When they were at the table at Rector's and he had taken a few more drinks, he became voluble and plausible on the subject of the trifling importance of his setback as a playwright. It was the worst possible time of year; the managers were stocked up; his play would have to be rewritten to suit some particular star; a place on a newspaper, especially such an influential paper as the Herald, would be of use to him in interesting managers. She listened and looked convinced, and strove to convince herself that she believed. But there was no gray in her eyes, only the deepest hue of violets.
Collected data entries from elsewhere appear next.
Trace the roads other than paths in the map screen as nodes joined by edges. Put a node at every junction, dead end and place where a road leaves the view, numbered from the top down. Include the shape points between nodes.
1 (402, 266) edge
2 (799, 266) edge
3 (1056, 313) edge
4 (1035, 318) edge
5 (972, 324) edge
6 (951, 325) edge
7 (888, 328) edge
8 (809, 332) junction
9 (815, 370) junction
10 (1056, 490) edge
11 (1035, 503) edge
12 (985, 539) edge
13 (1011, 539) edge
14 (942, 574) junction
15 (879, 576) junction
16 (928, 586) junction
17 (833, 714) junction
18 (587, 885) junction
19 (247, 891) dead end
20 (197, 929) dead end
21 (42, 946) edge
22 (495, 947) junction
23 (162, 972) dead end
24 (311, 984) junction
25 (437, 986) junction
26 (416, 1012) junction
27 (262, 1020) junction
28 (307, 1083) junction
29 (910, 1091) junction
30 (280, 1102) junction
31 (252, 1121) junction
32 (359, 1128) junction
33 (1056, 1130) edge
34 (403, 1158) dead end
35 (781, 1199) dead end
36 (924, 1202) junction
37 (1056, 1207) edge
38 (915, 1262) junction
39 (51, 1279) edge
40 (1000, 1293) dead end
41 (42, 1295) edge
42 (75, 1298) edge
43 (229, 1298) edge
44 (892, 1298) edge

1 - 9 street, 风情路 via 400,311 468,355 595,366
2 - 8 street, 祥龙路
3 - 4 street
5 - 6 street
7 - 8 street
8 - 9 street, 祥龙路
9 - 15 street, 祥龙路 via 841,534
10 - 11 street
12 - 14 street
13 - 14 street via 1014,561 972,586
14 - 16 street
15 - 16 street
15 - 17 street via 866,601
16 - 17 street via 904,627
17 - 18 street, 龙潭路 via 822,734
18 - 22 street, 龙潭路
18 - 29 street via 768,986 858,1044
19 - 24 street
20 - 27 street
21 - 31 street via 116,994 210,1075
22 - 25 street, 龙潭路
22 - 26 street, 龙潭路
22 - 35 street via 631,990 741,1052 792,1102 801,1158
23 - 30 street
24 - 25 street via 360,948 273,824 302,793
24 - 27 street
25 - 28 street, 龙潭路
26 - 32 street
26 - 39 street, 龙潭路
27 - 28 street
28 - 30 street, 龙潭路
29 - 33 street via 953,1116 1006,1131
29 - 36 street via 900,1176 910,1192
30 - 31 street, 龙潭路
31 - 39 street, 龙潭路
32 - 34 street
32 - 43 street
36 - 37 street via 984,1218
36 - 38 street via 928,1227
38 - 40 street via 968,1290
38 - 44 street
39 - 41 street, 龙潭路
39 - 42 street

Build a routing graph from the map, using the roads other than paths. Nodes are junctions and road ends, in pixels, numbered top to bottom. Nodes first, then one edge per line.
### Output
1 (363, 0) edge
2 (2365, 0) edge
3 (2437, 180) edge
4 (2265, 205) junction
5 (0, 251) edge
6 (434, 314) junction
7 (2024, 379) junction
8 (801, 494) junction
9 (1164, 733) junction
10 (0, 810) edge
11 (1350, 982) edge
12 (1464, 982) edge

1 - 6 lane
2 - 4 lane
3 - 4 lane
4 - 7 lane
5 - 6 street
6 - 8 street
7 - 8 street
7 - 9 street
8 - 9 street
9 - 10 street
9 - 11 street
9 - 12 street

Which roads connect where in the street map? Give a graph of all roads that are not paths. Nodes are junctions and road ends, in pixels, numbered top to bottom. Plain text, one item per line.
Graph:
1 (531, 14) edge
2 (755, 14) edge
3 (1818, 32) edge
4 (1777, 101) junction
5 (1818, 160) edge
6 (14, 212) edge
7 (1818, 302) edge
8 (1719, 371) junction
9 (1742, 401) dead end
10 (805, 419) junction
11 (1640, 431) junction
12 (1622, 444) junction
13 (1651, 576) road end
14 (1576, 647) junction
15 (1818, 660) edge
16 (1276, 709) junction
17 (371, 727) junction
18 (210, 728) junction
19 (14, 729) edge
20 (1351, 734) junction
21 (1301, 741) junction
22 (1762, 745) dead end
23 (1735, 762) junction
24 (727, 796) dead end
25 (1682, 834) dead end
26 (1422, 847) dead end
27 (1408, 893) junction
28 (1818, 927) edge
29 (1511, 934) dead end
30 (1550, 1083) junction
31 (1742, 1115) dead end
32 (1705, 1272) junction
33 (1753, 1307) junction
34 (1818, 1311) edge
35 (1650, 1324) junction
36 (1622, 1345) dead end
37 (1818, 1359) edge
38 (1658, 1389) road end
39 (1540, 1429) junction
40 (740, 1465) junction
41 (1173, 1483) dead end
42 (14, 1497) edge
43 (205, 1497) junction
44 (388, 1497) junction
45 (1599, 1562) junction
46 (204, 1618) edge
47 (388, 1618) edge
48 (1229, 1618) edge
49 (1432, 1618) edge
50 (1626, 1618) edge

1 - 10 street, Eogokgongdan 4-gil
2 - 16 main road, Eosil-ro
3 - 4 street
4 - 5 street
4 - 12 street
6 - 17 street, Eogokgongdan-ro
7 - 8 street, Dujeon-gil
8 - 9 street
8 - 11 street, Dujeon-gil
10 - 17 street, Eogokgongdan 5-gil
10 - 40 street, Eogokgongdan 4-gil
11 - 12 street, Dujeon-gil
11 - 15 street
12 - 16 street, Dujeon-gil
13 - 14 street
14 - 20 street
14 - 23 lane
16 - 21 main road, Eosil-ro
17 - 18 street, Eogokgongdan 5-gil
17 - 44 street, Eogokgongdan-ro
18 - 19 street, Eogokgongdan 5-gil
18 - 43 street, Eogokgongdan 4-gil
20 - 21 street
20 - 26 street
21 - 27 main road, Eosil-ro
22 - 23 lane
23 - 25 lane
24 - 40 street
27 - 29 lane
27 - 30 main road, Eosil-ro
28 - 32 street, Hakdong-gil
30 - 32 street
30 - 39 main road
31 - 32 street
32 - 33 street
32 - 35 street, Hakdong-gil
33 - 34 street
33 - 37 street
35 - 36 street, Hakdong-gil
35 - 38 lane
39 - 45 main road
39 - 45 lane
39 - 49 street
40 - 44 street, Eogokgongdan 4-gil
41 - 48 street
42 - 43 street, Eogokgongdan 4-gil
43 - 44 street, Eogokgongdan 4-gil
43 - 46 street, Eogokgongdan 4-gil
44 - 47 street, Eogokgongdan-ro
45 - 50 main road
Next day they took a suite of two rooms and a bath in a pretentious old house in West Forty-fourth Street near Long Acre Square. She insisted that she preferred another much sunnier and quieter suite with no bath but only a stationary washstand; it was to be had for ten dollars a week. But he laughed at her as too economical in her ideas, and decided for the eighteen-dollar rooms. Also he went with her to buy clothes, made her spend nearly a hundred dollars where she would have spent less than twenty-five. "I prefer to make most of my things," declared she. "And I've all the time in the world." He would not have it. In her leisure time she must read and amuse herself and keep herself up to the mark, especially physically. "I'm proud of your looks," said he. "They belong to me, don't they? Well, take care of my property, Miss."
She looked at him vaguely—a look of distance, of parting, of pain. Then she flung herself into his arms with a hysterical cry—and shut her eyes tight against the beckoning figure calling her away. "No! No!" she murmured. "I belong here—here!"
"What are you saying?" he asked.
"Nothing—nothing," she replied.
CHAPTER XXV
AT the hotel they had been Mr. and Mrs. Spenser. When they moved, he tried to devise some way round this; but it was necessary that they have his address at the office, and Mrs. Pershall with the glistening old-fashioned false teeth who kept the furnished-room house was not one in whose withered bosom it would be wise to raise a suspicion as to respectability. Only in a strenuously respectable house would he live; in the other sort, what might not untrustworthy Susan be up to? So Mr. and Mrs. Spenser they remained, and the truth was suspected by only a few of their acquaintances, was known by two or three of his intimates whom he told in those bursts of confidence to which voluble, careless men are given—and for which they in resolute self-excuse unjustly blame strong drink.